If you had said to the people who were in at the birth of CAMRA that, forty-five years later, the organisation would be promoting keg beer, cans and trendy bars, they would have laughed in your face. Yet so it has proved. What was once essentially a campaign to preserve a unique and endangered British tradition has, over time, metamorphosed into much more of an organisation that supposedly champions all good beer, however, defined, and has also in recent years introduced a much greater note of outright snobbery.
It’s often said that CAMRA is a broad church, but it has to be said that those whose interest is mainly in the traditional side get very slim pickings at present, and are often the subjects of sneering and derision. There are people who contribute to CAMRA’s Discourse discussion forum with whom I struggle to identify any commonality of interest whatsoever.
So maybe the time has come for a new organisation to cater for those whose interest in the sphere of beer and pubs is primarily in the preservationist arena, which we could perhaps call “Heritage Brew”. This would not be a rival to CAMRA so much as being complementary. Nor would it campaign in any active sense, except perhaps for the listing of heritage pubs, and to urge breweries not to discontinue traditional beer brands. It would essentially be a vehicle for people to share and pursue their particular enthusiasm. It would certainly never seek to divide anything into hard and fast categories.
As I wrote here, there is a big difference between what people buy as consumers and what they pursue as a leisure interest. Being interested in historic breweries doesn’t mean that you can’t drink craft beer, or that you’re against in any sense, just that it is essentially a consumer product to you, like cheese or washing up liquid. And the claim that some will raise that they’re equally interested in everything just doesn’t hold water, and will be contradicted by their own actions.

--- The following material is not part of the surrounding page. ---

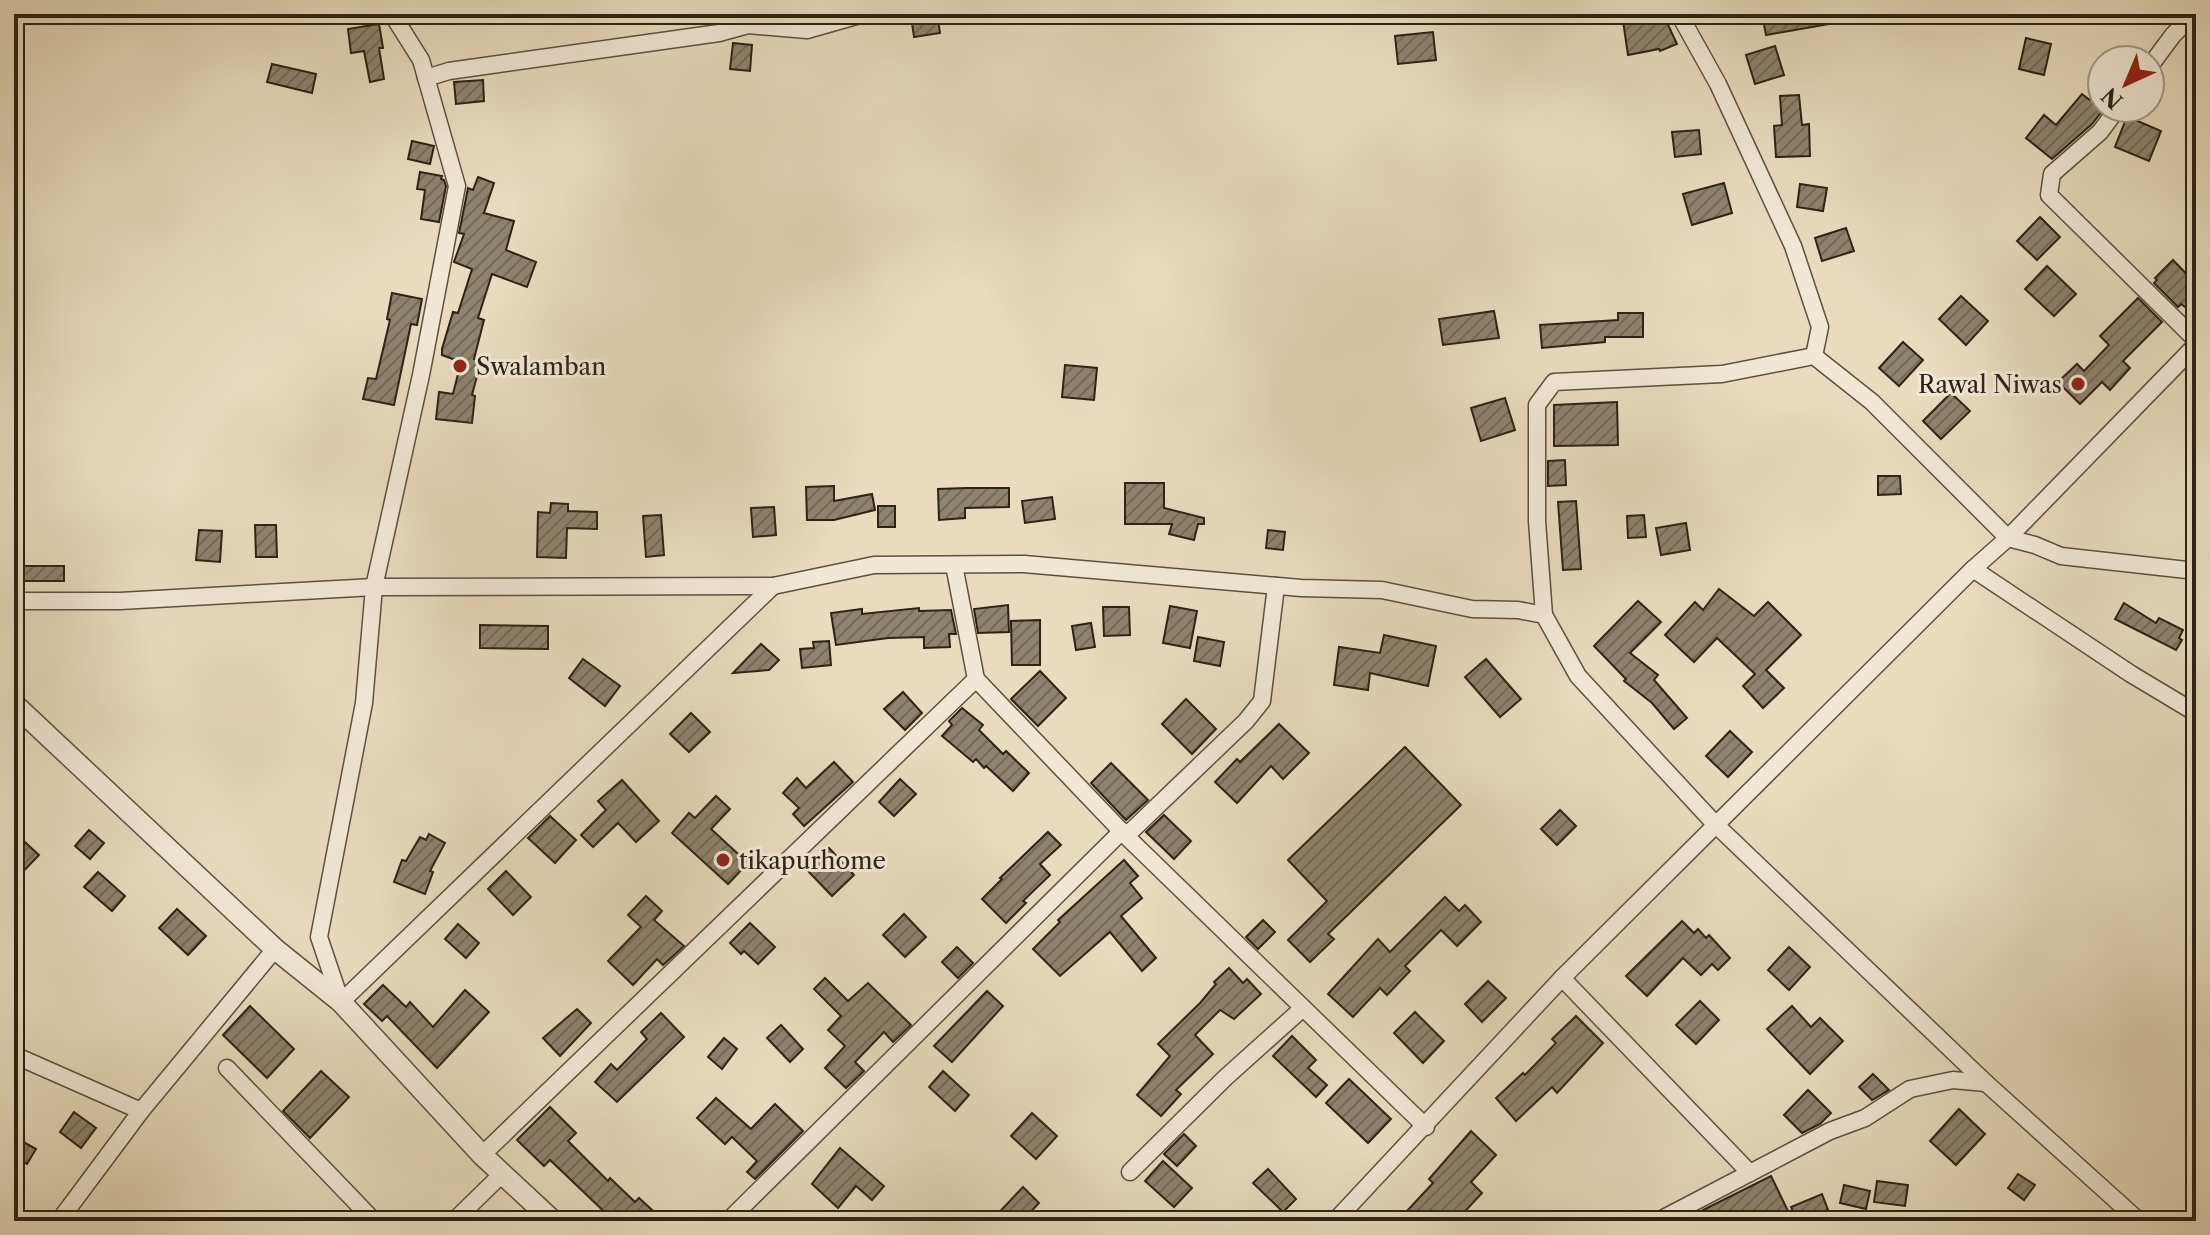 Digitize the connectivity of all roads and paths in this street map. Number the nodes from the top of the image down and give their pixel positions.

In terms of beer, the focus would be on the traditional British styles – light and dark mild, bitter, pale ale, stout, porter, old ale, barley wine and so forth. Much of this is produced today in cask form, but it certainly wouldn’t exclude keg beers, and indeed a surprising number of once well-known beers only live on today in keg form, especially milds. It would also encompass bottled and canned beers, where again many survivors from light ales to barley wines linger on in obscure corners of the market. And it would cover the premium bottled ale sector, which receives little attention from beer enthusiasts gushing over the latest 330ml can of American-style hop soup. Most of the beers in this category are bang in the middle of the British tradition, and often are only rarely seen on draught, or have no draught equivalent at all. And the sector does contain some underappreciated hidden gems, such as McEwan’s Special, a rare survivor of the classic Burton style. Things such as surviving old-fashioned pumpclips, keg fonts and electric meters would also come within its purview.
When it comes to breweries, at the core would undoubtedly be the surviving independent breweries who were in existence in 1972 and have kept the flag of traditional British beer styles flying ever since. There is still some traditional beer being produced in the remaining British plants of the international brewers, but that isn’t their primary focus. To these must be added the new breweries that have been established in the succeeding years and who have mainly concentrated on British styles, such as Black Sheep, Wye Valley, Butcombe and Joules. There are some breweries such as Hawkshead who successfully straddle both camps, but obviously other well-known names of the craft beer movement concentrate on constant innovation and American-influenced styles. And it certainly helps if your operation is in a magnificent historic brewhouse such as that of Hook Norton shown above.
For traditional pubs, the best place to start must be CAMRA’s National Inventory of Historic Pub Interiors, which to my mind is one of the most important things the organisation has done. However, amongst the wave of enthusiasm for craft bars and brewery taps it seems to have slipped down the priority list recently, and its website has now been offline for “upgrading” for several months. Together with the various regional inventories, the total of listed pubs must come to over a thousand, but there are plenty more that may not be so unspoilt, but which still retain a broadly traditional character in terms of their layout, fittings and customer dynamics. It’s hard to define, but you know it when you see it. And, to widen the scope, there are plenty of pubs that may have been much modernised internally, but are still located in impressive historic buildings, something that is outside the remit of the National Inventory. Maybe there would be scope to publish a guidebook of “Britain’s Finest Traditional Pubs.”
Initially I just came up with this idea as a kind of thought experiment. But maybe there may be rather more to it than that. So who’s with me for a pint of keg M&B Mild in that unsung 1930s West Midlands boozer that didn’t quite make it on to the regional inventory, but still has red dralon bench seating, a meat raffle and little bags of Ploughman’s Lunch pinned to a card on the bar back?